How to contribute an SR method

To contribute a symbolic regression method for benchmarking, fork the repo, make the changes listed below, and submit a pull request to the dev branch. Once your method passes the basic tests and we've reviewed it, congrats! We will plan to benchmark your method on hundreds of regression problems.

Requirements

  1. An open-source method with a scikit-learn compatible API
  2. If your method uses a random seed, it should have a random_state attribute that can be set.
  3. If your method is installable via pip or conda, add it to the environment file. Otherwise, a bash install script in experiment/methods/src/ named your-method_install.sh that installs your method. See ellyn_install.sh as an example. Our Github actions workflow will automatically recognize it.
  4. A minimal script in experiment/methods/ that defines these items:
    • est: a sklearn-compatible Regressor object
    • hyper_params : a dictionary or list of dictionaries specifying the hyperparameter search space
    • model(est): a function that returns a sympy-compatible string specifying the final model.
    • (optional): a dictionary named eval_kwargs that can specify method-specific arguments to evaluate_model(). See the experiment/methods/AFPRegressor.py and/or other methods in that folder for examples.

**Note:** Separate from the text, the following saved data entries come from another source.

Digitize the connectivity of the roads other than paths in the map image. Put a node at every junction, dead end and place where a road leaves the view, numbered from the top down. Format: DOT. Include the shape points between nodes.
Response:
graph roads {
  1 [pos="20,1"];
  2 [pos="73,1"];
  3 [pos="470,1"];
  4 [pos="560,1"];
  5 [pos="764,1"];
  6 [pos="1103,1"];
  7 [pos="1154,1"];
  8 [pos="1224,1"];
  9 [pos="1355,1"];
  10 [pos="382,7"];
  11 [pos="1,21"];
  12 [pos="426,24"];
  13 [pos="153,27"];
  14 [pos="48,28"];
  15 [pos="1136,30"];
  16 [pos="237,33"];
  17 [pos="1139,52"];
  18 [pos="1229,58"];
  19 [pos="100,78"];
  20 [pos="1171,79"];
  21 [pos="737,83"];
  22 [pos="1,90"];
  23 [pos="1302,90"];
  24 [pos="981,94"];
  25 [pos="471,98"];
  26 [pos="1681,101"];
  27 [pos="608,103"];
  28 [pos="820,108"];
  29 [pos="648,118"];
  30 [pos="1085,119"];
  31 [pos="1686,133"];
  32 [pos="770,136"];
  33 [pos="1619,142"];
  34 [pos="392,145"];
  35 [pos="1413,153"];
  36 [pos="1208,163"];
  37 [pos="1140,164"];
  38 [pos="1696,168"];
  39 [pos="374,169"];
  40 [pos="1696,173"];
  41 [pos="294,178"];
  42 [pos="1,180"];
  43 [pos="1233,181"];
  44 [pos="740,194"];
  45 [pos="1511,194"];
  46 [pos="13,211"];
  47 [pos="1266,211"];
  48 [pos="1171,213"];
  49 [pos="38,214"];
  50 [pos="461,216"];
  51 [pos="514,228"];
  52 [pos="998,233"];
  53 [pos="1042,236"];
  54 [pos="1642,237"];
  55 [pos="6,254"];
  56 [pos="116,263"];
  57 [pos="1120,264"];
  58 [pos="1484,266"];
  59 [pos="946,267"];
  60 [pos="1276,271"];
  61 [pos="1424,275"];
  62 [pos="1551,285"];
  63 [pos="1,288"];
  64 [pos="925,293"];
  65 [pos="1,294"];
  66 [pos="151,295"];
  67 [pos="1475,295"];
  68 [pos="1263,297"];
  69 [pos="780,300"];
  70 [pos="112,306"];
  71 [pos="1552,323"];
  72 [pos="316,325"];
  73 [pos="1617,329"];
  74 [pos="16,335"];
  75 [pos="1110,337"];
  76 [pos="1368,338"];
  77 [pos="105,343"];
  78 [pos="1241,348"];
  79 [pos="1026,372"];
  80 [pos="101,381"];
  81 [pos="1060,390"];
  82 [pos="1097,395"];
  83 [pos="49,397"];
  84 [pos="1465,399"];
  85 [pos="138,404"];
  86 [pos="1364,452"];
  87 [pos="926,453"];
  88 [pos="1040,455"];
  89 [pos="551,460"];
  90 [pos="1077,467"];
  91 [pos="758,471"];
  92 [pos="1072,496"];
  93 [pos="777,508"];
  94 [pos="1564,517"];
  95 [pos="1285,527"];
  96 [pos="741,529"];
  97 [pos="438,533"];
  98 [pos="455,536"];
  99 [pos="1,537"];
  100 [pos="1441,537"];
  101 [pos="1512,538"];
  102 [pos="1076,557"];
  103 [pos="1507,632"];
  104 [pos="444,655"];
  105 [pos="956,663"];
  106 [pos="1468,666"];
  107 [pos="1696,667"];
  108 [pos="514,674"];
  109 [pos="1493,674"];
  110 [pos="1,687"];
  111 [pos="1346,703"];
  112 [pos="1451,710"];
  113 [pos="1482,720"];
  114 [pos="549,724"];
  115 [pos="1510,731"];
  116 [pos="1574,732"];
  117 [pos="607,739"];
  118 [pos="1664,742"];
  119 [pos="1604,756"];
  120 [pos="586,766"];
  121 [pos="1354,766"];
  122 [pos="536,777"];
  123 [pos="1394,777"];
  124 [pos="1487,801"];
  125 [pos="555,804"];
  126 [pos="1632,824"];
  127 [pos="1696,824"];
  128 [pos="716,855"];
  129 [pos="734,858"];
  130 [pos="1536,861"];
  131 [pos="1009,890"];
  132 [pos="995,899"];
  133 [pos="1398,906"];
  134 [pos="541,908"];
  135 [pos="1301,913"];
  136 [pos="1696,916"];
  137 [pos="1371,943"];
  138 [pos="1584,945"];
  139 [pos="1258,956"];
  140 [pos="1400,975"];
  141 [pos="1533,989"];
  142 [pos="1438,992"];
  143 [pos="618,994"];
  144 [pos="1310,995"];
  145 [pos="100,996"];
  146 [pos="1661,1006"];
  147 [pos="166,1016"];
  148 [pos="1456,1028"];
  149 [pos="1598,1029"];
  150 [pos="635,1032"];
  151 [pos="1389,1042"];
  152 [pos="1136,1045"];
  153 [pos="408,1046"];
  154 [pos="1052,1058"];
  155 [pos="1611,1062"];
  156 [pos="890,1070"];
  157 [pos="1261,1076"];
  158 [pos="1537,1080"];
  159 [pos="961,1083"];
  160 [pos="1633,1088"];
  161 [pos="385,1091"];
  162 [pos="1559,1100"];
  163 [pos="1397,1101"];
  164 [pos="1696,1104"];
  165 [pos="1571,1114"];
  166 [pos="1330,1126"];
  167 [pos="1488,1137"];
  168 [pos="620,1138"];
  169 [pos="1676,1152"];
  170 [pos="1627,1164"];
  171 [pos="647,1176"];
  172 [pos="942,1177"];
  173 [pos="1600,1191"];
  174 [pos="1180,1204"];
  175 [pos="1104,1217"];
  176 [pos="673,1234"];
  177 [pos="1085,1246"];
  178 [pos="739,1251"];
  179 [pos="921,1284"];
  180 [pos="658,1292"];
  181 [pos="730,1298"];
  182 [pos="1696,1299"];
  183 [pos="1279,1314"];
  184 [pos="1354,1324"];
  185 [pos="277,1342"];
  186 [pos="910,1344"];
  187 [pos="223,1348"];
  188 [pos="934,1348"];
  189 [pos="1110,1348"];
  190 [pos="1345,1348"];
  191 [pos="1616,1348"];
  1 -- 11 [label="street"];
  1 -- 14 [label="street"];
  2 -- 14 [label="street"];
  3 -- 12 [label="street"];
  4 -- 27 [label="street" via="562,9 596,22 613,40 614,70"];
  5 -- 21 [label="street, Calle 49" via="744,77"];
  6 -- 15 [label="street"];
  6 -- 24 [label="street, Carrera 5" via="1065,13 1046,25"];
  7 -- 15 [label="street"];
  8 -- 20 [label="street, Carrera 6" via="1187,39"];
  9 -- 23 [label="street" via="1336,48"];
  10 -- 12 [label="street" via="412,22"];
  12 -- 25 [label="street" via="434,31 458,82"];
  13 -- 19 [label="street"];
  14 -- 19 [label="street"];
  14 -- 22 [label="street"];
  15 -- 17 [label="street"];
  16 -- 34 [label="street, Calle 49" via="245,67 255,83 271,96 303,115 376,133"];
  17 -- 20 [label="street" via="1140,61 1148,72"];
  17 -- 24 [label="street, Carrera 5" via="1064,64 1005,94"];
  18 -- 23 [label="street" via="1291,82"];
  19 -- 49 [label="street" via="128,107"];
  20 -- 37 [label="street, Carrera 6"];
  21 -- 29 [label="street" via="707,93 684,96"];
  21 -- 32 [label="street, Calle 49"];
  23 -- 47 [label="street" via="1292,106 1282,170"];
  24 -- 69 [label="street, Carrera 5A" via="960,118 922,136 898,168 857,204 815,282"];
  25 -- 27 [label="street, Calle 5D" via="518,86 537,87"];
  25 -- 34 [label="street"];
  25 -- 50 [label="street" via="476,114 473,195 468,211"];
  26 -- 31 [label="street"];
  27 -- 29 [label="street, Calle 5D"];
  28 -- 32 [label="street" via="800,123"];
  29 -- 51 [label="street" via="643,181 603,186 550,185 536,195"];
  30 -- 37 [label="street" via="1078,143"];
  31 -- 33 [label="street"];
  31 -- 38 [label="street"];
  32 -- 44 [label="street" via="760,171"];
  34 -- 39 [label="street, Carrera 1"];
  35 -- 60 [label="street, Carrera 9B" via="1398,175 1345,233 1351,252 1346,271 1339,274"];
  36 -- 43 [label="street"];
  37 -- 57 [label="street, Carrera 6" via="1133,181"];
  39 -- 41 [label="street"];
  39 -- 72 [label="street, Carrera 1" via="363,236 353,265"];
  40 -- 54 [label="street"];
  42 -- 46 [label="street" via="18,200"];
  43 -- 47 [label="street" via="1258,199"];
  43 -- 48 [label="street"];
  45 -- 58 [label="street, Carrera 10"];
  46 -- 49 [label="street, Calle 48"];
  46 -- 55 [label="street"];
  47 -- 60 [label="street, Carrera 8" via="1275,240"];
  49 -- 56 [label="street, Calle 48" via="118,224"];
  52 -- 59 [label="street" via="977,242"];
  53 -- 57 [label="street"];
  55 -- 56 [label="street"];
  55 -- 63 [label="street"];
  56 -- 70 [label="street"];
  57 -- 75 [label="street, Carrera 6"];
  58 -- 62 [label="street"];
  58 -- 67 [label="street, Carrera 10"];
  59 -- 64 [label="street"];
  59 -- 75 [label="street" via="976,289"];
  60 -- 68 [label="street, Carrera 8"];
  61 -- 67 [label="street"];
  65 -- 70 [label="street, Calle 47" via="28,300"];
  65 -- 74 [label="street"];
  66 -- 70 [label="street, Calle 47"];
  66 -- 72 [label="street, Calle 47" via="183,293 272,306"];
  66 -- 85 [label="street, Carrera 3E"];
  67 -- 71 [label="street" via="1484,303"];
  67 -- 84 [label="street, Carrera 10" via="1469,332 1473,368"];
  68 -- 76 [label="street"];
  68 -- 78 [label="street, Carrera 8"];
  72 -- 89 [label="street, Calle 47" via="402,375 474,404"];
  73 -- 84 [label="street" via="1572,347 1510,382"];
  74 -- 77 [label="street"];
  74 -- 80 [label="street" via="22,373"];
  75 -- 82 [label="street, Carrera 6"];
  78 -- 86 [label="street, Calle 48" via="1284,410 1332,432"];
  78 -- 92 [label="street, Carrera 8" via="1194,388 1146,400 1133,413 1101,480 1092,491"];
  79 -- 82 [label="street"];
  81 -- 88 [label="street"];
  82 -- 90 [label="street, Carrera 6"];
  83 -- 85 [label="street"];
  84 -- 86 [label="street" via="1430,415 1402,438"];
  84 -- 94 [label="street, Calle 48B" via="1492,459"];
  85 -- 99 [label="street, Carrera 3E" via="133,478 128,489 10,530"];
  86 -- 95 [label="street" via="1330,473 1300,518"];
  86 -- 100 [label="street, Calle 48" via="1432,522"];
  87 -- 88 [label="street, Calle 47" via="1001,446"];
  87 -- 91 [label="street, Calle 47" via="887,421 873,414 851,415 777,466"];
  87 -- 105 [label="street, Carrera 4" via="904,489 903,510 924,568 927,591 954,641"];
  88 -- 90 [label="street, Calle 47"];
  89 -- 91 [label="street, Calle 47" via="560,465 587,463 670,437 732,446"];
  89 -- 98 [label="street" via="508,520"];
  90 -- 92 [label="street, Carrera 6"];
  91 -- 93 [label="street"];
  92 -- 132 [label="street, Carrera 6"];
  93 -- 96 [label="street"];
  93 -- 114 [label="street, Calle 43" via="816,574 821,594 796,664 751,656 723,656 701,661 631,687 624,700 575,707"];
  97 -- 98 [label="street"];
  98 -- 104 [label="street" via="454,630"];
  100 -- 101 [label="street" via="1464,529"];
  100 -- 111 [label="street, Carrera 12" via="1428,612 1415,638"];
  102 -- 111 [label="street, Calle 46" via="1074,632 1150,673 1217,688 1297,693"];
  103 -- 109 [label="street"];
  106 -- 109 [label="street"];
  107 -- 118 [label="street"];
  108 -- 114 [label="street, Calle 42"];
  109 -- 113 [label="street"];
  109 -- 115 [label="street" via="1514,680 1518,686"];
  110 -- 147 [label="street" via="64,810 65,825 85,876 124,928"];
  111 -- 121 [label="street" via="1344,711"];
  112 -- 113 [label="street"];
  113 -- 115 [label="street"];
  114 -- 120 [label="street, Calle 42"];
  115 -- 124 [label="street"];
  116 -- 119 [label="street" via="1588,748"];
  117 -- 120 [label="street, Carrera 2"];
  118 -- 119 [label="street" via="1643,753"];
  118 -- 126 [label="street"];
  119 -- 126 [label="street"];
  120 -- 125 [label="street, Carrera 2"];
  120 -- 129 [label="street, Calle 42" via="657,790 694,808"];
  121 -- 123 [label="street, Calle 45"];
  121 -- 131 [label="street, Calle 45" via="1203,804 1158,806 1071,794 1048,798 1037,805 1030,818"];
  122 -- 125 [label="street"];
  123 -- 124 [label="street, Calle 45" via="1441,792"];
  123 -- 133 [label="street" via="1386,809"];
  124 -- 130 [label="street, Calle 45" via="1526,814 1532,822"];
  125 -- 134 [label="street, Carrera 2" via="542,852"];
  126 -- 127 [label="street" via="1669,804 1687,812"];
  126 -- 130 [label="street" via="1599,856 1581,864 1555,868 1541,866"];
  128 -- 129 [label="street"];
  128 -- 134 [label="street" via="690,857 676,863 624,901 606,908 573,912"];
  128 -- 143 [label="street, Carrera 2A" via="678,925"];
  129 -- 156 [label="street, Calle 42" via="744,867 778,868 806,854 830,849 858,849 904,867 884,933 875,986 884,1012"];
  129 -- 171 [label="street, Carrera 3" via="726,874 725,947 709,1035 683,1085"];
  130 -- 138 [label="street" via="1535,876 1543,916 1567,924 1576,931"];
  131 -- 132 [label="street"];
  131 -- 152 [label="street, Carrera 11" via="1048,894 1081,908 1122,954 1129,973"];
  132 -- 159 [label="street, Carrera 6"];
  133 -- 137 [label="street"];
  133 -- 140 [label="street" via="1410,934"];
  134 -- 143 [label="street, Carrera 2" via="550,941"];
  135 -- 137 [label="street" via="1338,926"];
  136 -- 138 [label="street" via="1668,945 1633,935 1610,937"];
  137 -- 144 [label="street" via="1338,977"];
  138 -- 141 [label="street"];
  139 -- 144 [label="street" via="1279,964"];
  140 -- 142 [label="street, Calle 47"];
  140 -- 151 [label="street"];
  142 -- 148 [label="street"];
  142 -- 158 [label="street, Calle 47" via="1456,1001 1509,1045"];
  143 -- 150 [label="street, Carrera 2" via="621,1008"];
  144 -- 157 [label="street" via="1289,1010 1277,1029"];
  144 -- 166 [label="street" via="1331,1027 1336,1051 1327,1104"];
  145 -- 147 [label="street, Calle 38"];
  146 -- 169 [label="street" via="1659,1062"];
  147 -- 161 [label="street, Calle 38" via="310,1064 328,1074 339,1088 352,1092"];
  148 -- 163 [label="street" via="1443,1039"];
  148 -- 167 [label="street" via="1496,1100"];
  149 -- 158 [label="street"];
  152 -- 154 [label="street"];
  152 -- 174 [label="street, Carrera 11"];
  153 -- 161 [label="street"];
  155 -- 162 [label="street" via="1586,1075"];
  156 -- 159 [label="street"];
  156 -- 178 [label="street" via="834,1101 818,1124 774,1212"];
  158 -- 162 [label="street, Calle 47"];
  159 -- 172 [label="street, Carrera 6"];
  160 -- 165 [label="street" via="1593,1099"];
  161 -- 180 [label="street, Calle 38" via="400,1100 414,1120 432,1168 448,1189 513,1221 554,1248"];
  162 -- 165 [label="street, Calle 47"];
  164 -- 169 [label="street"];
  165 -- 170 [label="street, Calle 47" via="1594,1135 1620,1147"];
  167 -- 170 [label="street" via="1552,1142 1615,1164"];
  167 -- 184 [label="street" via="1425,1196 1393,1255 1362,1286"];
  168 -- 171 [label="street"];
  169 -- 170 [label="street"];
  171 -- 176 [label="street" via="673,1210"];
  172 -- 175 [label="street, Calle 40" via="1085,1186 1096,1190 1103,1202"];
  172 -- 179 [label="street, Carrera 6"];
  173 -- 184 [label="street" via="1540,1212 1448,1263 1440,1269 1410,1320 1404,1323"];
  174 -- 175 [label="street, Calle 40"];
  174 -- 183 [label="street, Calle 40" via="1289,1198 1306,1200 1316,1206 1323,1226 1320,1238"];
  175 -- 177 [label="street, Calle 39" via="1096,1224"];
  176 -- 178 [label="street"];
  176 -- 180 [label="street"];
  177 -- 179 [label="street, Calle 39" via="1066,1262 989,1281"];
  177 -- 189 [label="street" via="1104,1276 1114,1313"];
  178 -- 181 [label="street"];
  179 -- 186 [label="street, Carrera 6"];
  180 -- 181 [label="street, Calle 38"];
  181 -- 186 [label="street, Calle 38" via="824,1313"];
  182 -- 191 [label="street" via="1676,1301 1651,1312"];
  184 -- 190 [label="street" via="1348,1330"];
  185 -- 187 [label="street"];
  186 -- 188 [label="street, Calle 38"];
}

Returning a sympy compatible model string

In order to check for exact solutions to problems with known, ground-truth models, each SR method returns a model string that can be manipulated in sympy. Assure the returned model meets these requirements:

  1. The variable names appearing in the model are identical to those in the training data.
  2. The operators/functions in the model are available in sympy's function set. If they are not, they need to be defined in the model's script and referenced appropriately in the model() function, so that sympy can find them.

We are still working out how to handle operators uniformly and appropriately, and currently rely on experiment/symbolic_utils.py to post-process models.
However, new additions to the repo should not require post-processing for compatibility. See issue #58 for more details.